*** EXTRACTED DATA Section Begins ***

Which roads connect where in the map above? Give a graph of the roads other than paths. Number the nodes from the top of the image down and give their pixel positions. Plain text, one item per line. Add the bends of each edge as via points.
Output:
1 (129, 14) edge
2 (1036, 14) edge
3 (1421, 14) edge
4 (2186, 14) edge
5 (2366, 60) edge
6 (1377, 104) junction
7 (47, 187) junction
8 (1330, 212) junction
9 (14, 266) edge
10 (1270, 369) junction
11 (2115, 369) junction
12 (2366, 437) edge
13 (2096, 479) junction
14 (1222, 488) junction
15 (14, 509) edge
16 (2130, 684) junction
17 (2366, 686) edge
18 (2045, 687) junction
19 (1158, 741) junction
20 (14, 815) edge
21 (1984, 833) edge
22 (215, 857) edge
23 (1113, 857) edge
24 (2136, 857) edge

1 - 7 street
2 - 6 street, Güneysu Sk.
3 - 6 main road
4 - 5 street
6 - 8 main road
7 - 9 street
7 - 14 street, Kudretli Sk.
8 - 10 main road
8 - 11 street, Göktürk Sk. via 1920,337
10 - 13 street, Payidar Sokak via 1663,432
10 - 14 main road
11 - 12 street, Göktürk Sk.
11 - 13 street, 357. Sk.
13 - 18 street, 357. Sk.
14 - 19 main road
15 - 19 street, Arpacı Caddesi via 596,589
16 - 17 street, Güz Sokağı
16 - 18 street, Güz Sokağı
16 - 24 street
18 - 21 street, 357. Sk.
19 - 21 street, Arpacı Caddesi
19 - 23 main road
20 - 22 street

*** EXTRACTED DATA Section Ends ***

(WHAT YOU ARE ASKED TO DO) Would you copy every line of the material exactly?

(SOLUTION FOR THIS EXERCISE)
Which roads connect where in the map above? Give a graph of the roads other than paths. Number the nodes from the top of the image down and give their pixel positions. Plain text, one item per line. Add the bends of each edge as via points.
Output:
1 (129, 14) edge
2 (1036, 14) edge
3 (1421, 14) edge
4 (2186, 14) edge
5 (2366, 60) edge
6 (1377, 104) junction
7 (47, 187) junction
8 (1330, 212) junction
9 (14, 266) edge
10 (1270, 369) junction
11 (2115, 369) junction
12 (2366, 437) edge
13 (2096, 479) junction
14 (1222, 488) junction
15 (14, 509) edge
16 (2130, 684) junction
17 (2366, 686) edge
18 (2045, 687) junction
19 (1158, 741) junction
20 (14, 815) edge
21 (1984, 833) edge
22 (215, 857) edge
23 (1113, 857) edge
24 (2136, 857) edge

1 - 7 street
2 - 6 street, Güneysu Sk.
3 - 6 main road
4 - 5 street
6 - 8 main road
7 - 9 street
7 - 14 street, Kudretli Sk.
8 - 10 main road
8 - 11 street, Göktürk Sk. via 1920,337
10 - 13 street, Payidar Sokak via 1663,432
10 - 14 main road
11 - 12 street, Göktürk Sk.
11 - 13 street, 357. Sk.
13 - 18 street, 357. Sk.
14 - 19 main road
15 - 19 street, Arpacı Caddesi via 596,589
16 - 17 street, Güz Sokağı
16 - 18 street, Güz Sokağı
16 - 24 street
18 - 21 street, 357. Sk.
19 - 21 street, Arpacı Caddesi
19 - 23 main road
20 - 22 street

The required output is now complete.